There’s another scenario where sellers essentially try to manipulate websites by pricing their property for $100, $1, or even $0. In actuality, what they’re representing is the down payment with seller financing, not the price. Obviously, this is a dishonest tactic in that there is an intent to deceive and when it happens it can be frustrating to both buyers and sellers.
It may seem like this topic has already been covered, and it has to an extent. It basically sums up every issue so far. The problem is there are as many ways to format information incorrectly as there are fields to enter it into. You get the idea. Rather than going into a lot of detail, the sum total is it’s recommended anytime you enter property data, whether it’s the description, address, property details, contact information, price, etc., be cautious you enter it accurately in the appropriate format.
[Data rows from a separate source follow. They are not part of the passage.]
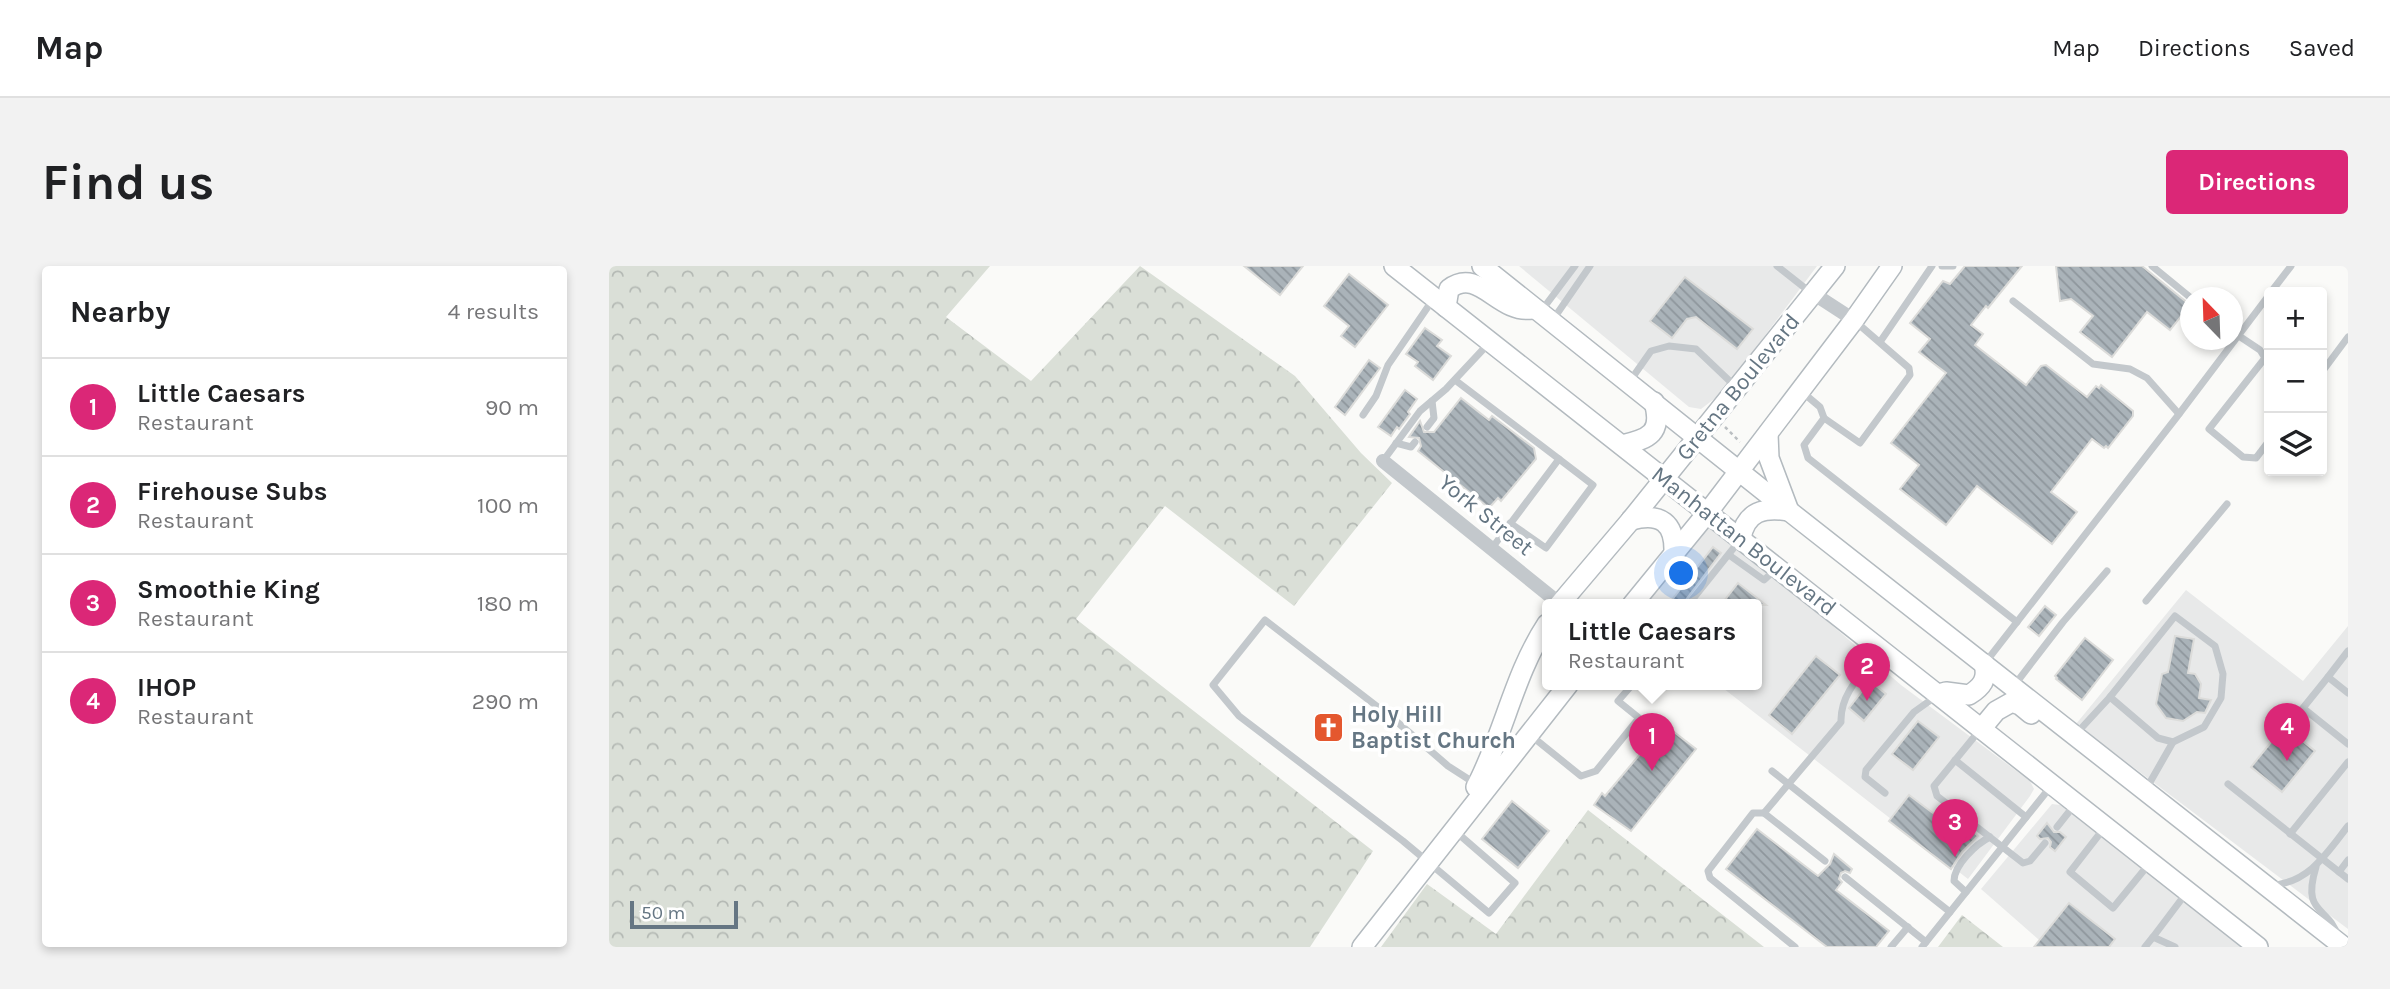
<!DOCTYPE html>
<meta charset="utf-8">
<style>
:root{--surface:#fff;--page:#f2f2f2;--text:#202124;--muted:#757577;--line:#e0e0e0;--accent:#db2777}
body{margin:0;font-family:Karla,sans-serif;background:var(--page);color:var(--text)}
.controls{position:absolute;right:21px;top:21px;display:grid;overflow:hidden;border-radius:7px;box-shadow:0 4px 10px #0003}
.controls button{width:63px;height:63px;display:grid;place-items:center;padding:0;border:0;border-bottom:2px solid var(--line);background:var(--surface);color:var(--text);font:35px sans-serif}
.compass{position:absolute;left:1571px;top:21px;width:63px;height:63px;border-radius:50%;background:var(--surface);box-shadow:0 4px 10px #0003;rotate:337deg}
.scale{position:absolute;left:21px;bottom:18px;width:108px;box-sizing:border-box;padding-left:7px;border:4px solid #657683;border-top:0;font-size:19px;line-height:24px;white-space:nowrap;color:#657683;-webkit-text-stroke:5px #fff;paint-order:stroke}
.you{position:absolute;left:1073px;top:308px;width:24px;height:24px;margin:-18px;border:5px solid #fff;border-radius:50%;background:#1a73e8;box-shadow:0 0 0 10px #1a73e833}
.badge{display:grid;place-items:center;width:46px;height:46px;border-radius:50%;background:var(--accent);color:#fff;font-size:23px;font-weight:700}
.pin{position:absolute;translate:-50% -58px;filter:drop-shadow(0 2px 4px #0008)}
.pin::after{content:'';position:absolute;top:37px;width:24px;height:21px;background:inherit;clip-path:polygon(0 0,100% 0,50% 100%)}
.popup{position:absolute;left:933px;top:333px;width:220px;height:91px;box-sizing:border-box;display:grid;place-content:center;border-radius:7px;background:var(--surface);filter:drop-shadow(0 2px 5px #0005);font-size:23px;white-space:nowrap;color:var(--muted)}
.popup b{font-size:26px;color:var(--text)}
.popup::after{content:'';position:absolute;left:50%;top:100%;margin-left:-14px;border:14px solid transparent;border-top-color:var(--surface)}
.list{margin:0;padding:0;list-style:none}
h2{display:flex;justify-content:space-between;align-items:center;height:91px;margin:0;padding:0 28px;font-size:30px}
h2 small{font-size:23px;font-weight:400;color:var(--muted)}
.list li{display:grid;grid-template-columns:46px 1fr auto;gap:21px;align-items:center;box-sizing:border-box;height:98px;padding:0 28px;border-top:2px solid var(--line)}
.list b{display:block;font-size:26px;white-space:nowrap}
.list p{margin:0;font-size:23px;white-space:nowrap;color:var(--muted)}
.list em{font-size:23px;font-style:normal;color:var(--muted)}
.icon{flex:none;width:38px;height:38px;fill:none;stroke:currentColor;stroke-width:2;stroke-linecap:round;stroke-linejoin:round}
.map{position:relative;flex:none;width:1739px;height:681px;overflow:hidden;border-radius:7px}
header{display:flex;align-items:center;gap:42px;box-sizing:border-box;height:98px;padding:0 35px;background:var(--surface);border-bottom:2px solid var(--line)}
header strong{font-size:33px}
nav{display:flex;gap:38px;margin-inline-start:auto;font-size:24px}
.intro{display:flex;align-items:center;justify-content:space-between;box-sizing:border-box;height:168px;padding:0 42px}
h1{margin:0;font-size:49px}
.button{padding:18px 32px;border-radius:7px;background:var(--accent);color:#fff;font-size:24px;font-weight:700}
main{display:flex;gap:42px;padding:0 42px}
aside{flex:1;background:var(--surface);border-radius:7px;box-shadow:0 4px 10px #0003}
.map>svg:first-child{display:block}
.built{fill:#e8e9e9}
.forest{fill:url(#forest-crowns)}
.building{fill:url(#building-back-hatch);stroke:#dcdcda;stroke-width:2}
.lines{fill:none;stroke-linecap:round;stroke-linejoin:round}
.secondary-casing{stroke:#b3babf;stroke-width:22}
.path{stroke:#bbbfc2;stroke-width:2.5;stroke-dasharray:3.5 3.5;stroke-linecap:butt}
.lane{stroke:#c3c8cc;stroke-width:7}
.street{stroke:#c3c8cc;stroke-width:14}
.secondary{stroke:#fff;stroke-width:19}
.labels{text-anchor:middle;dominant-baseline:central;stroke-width:7;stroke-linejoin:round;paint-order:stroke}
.street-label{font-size:23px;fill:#657683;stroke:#fff}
.poi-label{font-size:23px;font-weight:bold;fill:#657683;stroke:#fff;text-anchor:start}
</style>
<header>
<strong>Map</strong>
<nav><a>Map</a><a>Directions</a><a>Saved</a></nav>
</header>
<div class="intro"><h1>Find us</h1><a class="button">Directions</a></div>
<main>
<aside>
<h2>Nearby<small>4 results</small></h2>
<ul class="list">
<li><span class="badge">1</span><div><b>Little Caesars</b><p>Restaurant</p></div><em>90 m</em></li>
<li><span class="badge">2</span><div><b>Firehouse Subs</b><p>Restaurant</p></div><em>100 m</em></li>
<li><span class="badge">3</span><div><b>Smoothie King</b><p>Restaurant</p></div><em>180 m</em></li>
<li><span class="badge">4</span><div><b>IHOP</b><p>Restaurant</p></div><em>290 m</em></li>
</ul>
</aside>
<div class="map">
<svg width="1739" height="681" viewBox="0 0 1739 681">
<defs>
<pattern id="forest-crowns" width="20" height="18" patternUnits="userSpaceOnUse" patternTransform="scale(1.75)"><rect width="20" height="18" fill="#dadfd7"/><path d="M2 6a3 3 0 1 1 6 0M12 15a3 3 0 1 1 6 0" fill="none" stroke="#b4b9b4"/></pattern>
<pattern id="building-back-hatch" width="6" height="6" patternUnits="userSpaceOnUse" patternTransform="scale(1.75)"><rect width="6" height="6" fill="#aab3b9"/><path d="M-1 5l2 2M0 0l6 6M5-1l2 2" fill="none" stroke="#8e969c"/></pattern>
</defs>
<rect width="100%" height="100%" fill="#fafaf8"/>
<g class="built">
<path d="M910,0H1208L1113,127L1092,143L1080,141Z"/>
<path d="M1098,260L1181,323L1292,419L1421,515L1425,523L1421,530L1359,613L1110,419H1148V339H1036Z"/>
<path d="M1577,324L1694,415L1739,360V663L1467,458Z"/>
<path d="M1443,538L1459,540L1636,681H1438L1372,623Z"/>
</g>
<g class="forest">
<path d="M0,0H381L337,51L422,115L531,0L686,110L752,187L783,217L685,340L556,240L467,353L764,585L701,681H0Z"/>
<path d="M979,544L1155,681H772L818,618L887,668Z"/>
<path d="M1353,649L1394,681H1329Z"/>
</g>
<g class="building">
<path d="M635,0H694L671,29Z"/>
<path d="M1356,0H1413L1379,42L1377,40L1362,59L1374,68L1366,79L1417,119L1432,100L1437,99L1478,131L1487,120L1490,122L1492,119L1524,145V150L1499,182L1497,180L1495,182L1483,173L1442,226L1468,246L1443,278L1368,220L1337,259L1291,223L1310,199L1282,177L1337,107L1310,86L1321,73L1301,57L1334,15L1341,18Z"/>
<path d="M1447,0H1533L1581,39L1561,64L1538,46L1503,91L1471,66L1484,50L1462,33L1451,35Z"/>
<path d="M740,8L779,39L746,81L732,70L740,60L715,40Z"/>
<path d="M1076,11L1144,63L1128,83L1087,51L1078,53L1063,72L1041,55Z"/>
<path d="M816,62L833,74L828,80L842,90L824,114L806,100L809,96L797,88Z"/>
<path d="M760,94L771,102L736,149L726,141Z"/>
<path d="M796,124L808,133L799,146L801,148L790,163L788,161L782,170L769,161Z"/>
<path d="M852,132L880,154L883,150L925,182L927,193L892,235L889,232L880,242L809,185L812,180L810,172L800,171L811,155L815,166H825Z"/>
<path d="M1104,281L1112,287L1073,339H1059Z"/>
<path d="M1129,317L1157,339H1112Z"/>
<path d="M1436,340L1447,349L1430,370L1419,361Z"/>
<path d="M1566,370L1585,373L1579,407L1586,408L1592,418L1590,432L1602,434L1596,447L1588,446L1574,455L1557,452L1547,438L1553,408L1559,406Z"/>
<path d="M1476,372L1504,394L1473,434L1447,413L1448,412L1446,410Z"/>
<path d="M1207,390L1231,409L1183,468L1160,449Z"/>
<path d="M1261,415L1277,428L1255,455L1240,442Z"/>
<path d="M1309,455L1330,471L1304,504L1283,488Z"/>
<path d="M1052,456L1087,483L1022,565L985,539L993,527L996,530L1047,469L1044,467Z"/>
<path d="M1675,460L1706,485L1673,526L1642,501Z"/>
<path d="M1300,529L1353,569L1359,562L1369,570L1353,586L1342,603L1280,555Z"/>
<path d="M903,535L940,565L909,602L873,573Z"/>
<path d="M1438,557L1445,566H1451L1457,571L1446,585L1441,581L1442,576L1439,572L1431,573L1428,570Z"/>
<path d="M1148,563L1209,610L1221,598L1225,588L1243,603L1241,607L1236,605L1232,607L1230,613L1233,616L1227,624L1280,665L1267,681H1218L1117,603Z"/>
<path d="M1460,637L1506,673L1500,681H1425Z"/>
</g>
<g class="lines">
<defs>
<g id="secondary">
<path d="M785,0L1649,681"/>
<path d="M873,0L1180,245L1735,681"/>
<path d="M837,41L840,23C870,0 889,48 923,43"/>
<path d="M1013,179C1040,173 1054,167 1045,136"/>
<path d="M1022,254C1052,246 1066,257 1065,287"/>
<path d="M1132,272C1137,245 1155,241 1180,245L1160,192L1159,168"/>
<path d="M950,339L1022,254L1226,0"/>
<path d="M1023,339L1099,246L1245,54L1283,0"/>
<path d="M1330,428L1337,426L1360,429C1373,421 1379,413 1375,398"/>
<path d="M1373,462L1387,445L1403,436L1411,439L1422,448"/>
<path d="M867,521C895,468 905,408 938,358"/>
<path d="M753,681L959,419"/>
</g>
</defs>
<use href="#secondary" class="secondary-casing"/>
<path class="path" d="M1116,161L1131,176"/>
<g class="lane">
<path d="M1168,0L1201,26"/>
<path d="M1333,0H1344"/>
<path d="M1543,0L1582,32"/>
<path d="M1662,26L1682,0"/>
<path d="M1404,35L1484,98L1521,103L1538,112L1570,148"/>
<path d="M933,44L966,0"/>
<path d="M943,55L981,0"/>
<path d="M1624,66L1651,84L1656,92L1600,163L1634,191L1647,192L1660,175"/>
<path d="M1271,76L1323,0"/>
<path d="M1713,106L1739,71"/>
<path d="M846,114L950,193"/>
<path d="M1021,115L1042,85L1060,80L1087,83L1128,122"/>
<path d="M1192,125L1211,141L1215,152L1195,179L1199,192L1408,356"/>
<path d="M754,149L767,130L779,99L825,32"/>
<path d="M1215,152L1251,177L1301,109L1300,102L1247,56"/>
<path d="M818,161L825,152L823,135"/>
<path d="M787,177L802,181L806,176"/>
<path d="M774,195L811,145L837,123L881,76"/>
<path d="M883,282L950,193L984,219L937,282L901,257"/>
<path d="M1120,289L1155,314L1167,303"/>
<path d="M1537,335L1618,238"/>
<path d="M1079,339L1131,274"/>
<path d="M1376,397L1567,152L1660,29"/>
<path d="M1719,411L1739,385"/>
<path d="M1404,421L1454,356L1498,305"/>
<path d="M1739,427L1719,411L1694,442L1739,478"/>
<path d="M1501,431L1549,472L1564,476"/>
<path d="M1370,465L1325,520L1328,530L1414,597L1421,595L1436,577"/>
<path d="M920,468L972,510L987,505L1030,452L1009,435L1023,419"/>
<path d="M1466,469L1501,431L1566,350L1606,380L1614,408L1612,432L1595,461L1564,476L1536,525"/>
<path d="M1346,494L1417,551"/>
<path d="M1163,505L1341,646"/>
<path d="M1619,518L1739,613"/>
<path d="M1276,527L1256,511L1257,504L1305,446L1326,431"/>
<path d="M1155,547L1232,456C1231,427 1253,408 1270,387"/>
<path d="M1448,561L1467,537"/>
<path d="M1496,561L1461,606L1504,642L1540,598"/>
<path d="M846,565L906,617L880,647L794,575L630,450L604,419L656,354L787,455L839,500L867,518"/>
<path d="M1681,568L1739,496"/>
<path d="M1707,601C1692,650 1720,639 1729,671"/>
<path d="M1730,606L1739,594"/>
<path d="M1236,611L1317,676"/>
<path d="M1663,619C1700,617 1718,587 1739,560"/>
<path d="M1357,626L1345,615C1345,599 1367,578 1381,571"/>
<path d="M1186,681L1101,612L1099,605L1144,547H1155L1216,595"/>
<path d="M1282,681L1299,661"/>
<path d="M1313,681L1443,519"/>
<path d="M1536,681L1544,671"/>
<path d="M1566,681L1544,671L1578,626"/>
</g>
<g class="street">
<path d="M1205,28L1245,54"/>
<path d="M774,195L951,338"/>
</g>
<use href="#secondary" class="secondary"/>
</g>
<defs>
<symbol id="church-square" viewBox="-11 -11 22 22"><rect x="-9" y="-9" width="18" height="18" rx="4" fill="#e4572e" stroke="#fff"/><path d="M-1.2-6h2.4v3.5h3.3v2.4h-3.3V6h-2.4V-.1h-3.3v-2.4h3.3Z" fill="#fff"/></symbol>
</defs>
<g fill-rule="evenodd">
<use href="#church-square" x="702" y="444" width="35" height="35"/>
</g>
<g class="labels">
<g class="street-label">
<text transform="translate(1129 121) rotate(-51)">Gretna Boulevard</text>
<text transform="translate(877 249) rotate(39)">York Street</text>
<text transform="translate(1135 275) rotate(38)">Manhattan Boulevard</text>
</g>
<g class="poi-label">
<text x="742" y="448">Holy Hill<tspan x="742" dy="26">Baptist Church</tspan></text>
</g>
</g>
</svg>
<div class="controls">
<button>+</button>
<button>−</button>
<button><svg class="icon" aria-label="layers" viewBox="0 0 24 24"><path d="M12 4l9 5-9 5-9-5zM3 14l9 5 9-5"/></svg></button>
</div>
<svg class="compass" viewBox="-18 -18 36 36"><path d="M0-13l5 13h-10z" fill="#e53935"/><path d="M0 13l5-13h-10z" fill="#757577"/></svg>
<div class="scale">50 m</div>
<div class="you"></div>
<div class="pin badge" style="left:1043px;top:505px">1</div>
<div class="popup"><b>Little Caesars</b>Restaurant</div>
<div class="pin badge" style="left:1258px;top:435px">2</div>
<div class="pin badge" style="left:1346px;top:591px">3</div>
<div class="pin badge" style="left:1678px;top:495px">4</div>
</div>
</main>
The size of the property for sale is one of the first characteristics buyers look at to decide if it fits what they’re looking for and if the asking price is fair. It’s important anyway, but the lot size is especially valuable when it comes to land, since in many cases there’s no structure on the property. The easy fix is simply to be certain you include the lot size when creating the listing as well as notate whether you’re talking about square feet or acres. If you're curious how large an acre is, check out our article discussing how big is an acre of land.
<LotSize commons:areaUnits="acre"> </LotSize> <LotSize commons:areaUnits="acre">234</LotSize> <LotSize commons:areaUnits=" ">85</LotSize> <LotSize commons:areaUnits="acre">85</LotSize> <LotSize commons:areaUnits="squareFoot">3.2</LotSize> <LotSize commons:areaUnits="acre">3.2</LotSize>
In the example above, the first attribute is incorrect. No size quantity has been entered. The second one is correct. In the second pair, the first attribute is incorrect also. No size unit was provided. The last attribute is correct. In the last pair, the size is obviously in acres, but in the first attribute square feet was chosen as the unit of measurement so it's wrong. The second attribute is right.
As mentioned above, since quality is such a high priority for our website, there are some general land-centric property requirements that must be met in order for listings to make it through the verification process. If the property has a structure over 800 square feet then it must have a minimum of 3 acres (this is why it must have a lot size). State, county, and city names should match our official naming or at the very least one of our aliases. Since we’ve built a map-driven experience, listings must be mappable so a valid address, parcel ID, and latitude/longitude must be provided. To learn more details about the property requirements see our feed specifications and in our help section, you can view our listing quality policy.
To reiterate, in no way are we trying to tell you how to do your job. These are simply suggestions based on our experience. The intent of this list is to ensure the process goes as smoothly as possible. Our aim is to provide land buyers with a resource of the highest quality land for sale that's targeted and streamlined. We hope our knowledge dealing with real estate data on a daily basis is helpful to you and ultimately aids in you achieving your fundamental goal of selling your land faster.